### INFORMATION GIVEN
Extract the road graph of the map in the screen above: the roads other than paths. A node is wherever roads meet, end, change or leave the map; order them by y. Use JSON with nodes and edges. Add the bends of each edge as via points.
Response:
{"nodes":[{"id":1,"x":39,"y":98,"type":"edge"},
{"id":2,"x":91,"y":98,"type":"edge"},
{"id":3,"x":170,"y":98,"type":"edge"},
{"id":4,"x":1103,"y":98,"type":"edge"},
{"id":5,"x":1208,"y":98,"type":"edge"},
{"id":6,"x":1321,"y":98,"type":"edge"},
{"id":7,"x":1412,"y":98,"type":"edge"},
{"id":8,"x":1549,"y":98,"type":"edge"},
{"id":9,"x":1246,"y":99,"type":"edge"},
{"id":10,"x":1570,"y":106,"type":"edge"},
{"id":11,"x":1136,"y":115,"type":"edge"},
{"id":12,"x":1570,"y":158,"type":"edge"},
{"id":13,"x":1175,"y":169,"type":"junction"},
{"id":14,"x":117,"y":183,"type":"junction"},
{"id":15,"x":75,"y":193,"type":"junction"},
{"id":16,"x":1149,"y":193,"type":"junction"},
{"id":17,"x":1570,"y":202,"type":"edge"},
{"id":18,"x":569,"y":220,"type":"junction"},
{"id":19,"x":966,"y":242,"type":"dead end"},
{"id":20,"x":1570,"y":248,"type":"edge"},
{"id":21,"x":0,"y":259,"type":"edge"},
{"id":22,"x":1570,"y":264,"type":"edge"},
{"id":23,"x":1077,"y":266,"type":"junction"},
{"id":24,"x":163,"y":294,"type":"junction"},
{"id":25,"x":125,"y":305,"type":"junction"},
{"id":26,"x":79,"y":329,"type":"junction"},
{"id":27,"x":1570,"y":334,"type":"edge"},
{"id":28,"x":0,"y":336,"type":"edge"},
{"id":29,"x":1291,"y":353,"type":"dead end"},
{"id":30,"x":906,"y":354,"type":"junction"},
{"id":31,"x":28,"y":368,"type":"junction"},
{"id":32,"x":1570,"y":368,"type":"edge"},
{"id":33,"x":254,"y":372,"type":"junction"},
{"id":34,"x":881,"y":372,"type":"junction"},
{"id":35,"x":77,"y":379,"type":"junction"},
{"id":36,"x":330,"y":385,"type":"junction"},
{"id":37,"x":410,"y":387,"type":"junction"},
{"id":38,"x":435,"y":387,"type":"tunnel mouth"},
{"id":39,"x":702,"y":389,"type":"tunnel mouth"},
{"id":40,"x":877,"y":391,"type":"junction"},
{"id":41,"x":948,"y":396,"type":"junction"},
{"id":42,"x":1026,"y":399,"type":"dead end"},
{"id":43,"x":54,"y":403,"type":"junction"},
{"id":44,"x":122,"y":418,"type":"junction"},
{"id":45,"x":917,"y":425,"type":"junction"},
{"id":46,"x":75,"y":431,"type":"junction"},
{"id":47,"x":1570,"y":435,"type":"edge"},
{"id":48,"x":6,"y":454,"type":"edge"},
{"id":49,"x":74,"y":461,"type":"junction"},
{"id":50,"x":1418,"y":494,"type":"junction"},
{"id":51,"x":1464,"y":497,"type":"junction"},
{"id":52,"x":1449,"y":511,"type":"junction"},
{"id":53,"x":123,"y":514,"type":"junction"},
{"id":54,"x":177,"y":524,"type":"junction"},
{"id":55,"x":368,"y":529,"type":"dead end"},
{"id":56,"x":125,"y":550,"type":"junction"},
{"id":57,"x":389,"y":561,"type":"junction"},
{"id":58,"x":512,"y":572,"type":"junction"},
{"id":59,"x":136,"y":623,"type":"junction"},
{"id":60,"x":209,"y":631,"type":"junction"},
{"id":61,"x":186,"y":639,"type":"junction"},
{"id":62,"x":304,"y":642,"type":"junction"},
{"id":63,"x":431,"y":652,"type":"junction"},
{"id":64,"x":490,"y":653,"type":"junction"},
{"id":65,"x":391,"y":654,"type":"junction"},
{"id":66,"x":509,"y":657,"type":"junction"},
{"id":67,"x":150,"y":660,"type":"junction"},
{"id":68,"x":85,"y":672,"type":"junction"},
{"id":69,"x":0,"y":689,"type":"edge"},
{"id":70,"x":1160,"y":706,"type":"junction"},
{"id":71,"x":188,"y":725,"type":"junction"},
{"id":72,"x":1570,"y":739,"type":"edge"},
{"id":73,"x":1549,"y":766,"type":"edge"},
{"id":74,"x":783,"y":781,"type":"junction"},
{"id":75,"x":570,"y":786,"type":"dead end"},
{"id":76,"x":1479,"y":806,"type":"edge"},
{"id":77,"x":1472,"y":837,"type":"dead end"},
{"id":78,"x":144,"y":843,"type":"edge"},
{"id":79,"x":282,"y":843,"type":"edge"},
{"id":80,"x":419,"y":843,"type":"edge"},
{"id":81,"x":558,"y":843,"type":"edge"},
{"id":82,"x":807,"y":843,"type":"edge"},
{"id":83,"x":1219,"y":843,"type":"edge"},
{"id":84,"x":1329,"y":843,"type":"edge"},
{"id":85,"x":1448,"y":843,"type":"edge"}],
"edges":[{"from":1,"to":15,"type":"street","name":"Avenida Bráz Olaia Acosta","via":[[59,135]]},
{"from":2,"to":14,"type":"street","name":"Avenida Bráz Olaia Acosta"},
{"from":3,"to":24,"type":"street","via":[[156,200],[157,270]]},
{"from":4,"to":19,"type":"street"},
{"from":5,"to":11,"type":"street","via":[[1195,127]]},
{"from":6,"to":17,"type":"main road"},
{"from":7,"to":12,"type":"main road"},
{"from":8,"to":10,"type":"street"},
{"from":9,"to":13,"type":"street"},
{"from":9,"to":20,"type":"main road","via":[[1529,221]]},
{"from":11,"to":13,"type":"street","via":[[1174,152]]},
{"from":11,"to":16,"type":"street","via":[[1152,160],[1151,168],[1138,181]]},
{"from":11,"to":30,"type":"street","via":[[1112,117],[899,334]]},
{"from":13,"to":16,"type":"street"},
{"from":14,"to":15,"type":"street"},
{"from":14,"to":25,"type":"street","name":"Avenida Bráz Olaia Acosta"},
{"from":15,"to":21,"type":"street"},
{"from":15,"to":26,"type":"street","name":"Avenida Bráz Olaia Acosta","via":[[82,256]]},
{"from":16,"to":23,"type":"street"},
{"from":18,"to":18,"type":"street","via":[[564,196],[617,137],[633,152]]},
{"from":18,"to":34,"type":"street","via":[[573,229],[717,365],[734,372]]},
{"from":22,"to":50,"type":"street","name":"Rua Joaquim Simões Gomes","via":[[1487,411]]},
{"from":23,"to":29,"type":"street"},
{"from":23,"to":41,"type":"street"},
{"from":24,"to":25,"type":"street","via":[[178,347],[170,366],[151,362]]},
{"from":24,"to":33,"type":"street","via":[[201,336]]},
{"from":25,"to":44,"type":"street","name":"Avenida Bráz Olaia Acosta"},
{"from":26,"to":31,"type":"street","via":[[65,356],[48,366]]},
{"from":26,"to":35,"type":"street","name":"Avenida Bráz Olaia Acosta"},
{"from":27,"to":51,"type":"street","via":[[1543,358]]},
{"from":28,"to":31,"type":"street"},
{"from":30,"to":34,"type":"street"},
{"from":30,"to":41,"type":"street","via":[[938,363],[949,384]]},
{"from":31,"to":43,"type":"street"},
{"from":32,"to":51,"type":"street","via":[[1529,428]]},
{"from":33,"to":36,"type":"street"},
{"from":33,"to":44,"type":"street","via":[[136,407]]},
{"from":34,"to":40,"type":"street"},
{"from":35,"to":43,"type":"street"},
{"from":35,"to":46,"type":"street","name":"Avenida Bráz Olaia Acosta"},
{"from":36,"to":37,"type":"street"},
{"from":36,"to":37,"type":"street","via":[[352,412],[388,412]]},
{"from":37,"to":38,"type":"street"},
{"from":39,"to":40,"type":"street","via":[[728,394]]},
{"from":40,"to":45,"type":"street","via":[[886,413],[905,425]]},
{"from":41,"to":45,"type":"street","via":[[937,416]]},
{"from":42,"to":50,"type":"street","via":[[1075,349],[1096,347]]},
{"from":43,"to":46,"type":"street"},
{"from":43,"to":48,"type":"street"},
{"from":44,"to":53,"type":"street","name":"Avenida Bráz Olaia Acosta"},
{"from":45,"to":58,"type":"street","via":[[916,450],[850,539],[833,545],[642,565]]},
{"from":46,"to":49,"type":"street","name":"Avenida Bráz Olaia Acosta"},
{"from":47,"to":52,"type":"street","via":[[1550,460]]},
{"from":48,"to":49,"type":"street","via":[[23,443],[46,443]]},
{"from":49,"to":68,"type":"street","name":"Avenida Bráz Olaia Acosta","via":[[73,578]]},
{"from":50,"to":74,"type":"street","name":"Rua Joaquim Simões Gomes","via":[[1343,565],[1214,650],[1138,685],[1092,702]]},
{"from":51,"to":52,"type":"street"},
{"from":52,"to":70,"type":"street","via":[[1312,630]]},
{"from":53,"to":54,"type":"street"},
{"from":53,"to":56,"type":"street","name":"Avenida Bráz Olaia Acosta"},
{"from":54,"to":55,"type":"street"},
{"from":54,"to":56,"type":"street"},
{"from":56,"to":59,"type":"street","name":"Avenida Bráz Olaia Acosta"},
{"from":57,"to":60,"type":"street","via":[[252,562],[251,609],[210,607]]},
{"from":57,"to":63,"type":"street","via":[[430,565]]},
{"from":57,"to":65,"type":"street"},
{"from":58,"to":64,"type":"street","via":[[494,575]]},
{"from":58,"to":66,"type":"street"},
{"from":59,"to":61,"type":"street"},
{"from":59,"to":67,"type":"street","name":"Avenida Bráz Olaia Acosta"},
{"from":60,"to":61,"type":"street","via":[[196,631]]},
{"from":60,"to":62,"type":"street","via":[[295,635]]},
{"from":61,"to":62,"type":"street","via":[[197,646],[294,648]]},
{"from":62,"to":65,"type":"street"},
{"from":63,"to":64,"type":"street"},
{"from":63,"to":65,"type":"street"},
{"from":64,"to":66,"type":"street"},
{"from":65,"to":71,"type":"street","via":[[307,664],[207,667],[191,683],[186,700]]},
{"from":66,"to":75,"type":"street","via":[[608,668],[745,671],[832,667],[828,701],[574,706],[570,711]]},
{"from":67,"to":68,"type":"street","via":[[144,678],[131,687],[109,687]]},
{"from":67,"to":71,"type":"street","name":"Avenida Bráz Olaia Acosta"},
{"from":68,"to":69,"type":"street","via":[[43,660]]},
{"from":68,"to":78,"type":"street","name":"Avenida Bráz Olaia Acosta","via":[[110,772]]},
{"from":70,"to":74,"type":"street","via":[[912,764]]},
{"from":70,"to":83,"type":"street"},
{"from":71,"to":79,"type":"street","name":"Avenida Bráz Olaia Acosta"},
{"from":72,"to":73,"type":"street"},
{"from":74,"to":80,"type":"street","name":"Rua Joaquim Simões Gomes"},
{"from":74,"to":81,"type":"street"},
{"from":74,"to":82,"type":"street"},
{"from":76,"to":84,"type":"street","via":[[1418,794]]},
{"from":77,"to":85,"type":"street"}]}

### WHAT THE TASK ASKS
All lines in the records above with "nodes" need to be found and copied.

### ANSWER TO THE EXERCISE
Extract the road graph of the map in the screen above: the roads other than paths. A node is wherever roads meet, end, change or leave the map; order them by y. Use JSON with nodes and edges. Add the bends of each edge as via points.
{"nodes":[{"id":1,"x":39,"y":98,"type":"edge"},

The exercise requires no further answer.